Encart de publicité blanc

La réconciliation se sera engagée en 2023, lorsque le musée acquiert – par don de l’artiste – le NFT qu’il a conçu à partir d’une de ses « actions » visionnaires de 1996 : la toute première vente aux enchères d’une œuvre dématérialisée, Parcelle réseau (l’URL d’une œuvre en ligne). « Je suis le mécène le plus important du Centre Pompidou car un concept n’a pas de prix ! », s’amuse celui qui avait ainsi anticipé l’esprit du NFT.

Avec Le Monde aussi, Fred Forest a une histoire particulière, commencée par un long silence : pendant deux ans, au début des années 1970, l’artiste avait déposé « plus de quarante dossiers par courrier » au service culture du journal, avant de changer de stratégie en s’adressant au service de la publicité et en accédant au directeur administratif. Sa détermination et sa force de conviction avaient fini par payer : le 12 janvier 1972, il publiait en ouverture des pages culture, en lieu et place d’un encart de publicité, son tout premier « space media », soit un espace blanc offrant aux lecteurs une surface de libre expression pour une exposition.

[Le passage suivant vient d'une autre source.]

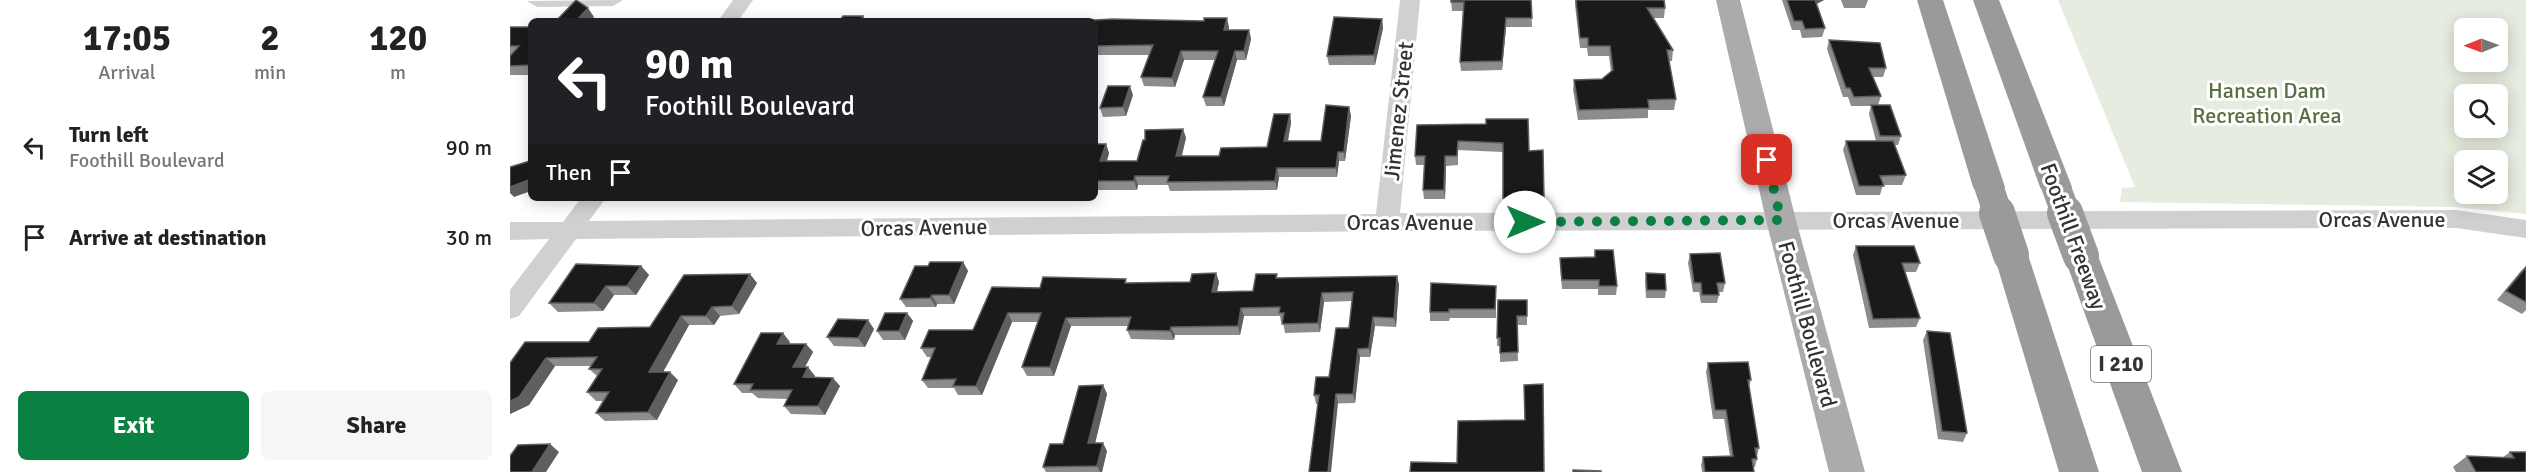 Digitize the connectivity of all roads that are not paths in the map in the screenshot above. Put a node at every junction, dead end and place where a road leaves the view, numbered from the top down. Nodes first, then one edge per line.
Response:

Transgressive et participative, l’intervention artistique avait ensuite essaimé dans la presse internationale, à la radio et à la télévision (avec à la clé des interruptions d’antenne). Du jour au lendemain, le voilà devenu un artiste reconnu, qui s’approprie les technologies des médias comme supports artistiques, en bousculant les rapports verticaux. Son exploration critique du potentiel émancipateur des technologies de la communication l’amènera à ouvrir un laboratoire social dans l’environnement virtuel Second Life, en 2008, en réaction à la crise financière. Entre-temps, il aura cofondé deux mouvements artistiques : le Collectif d’art sociologique, en 1974, et l’esthétique de la communication, en 1983.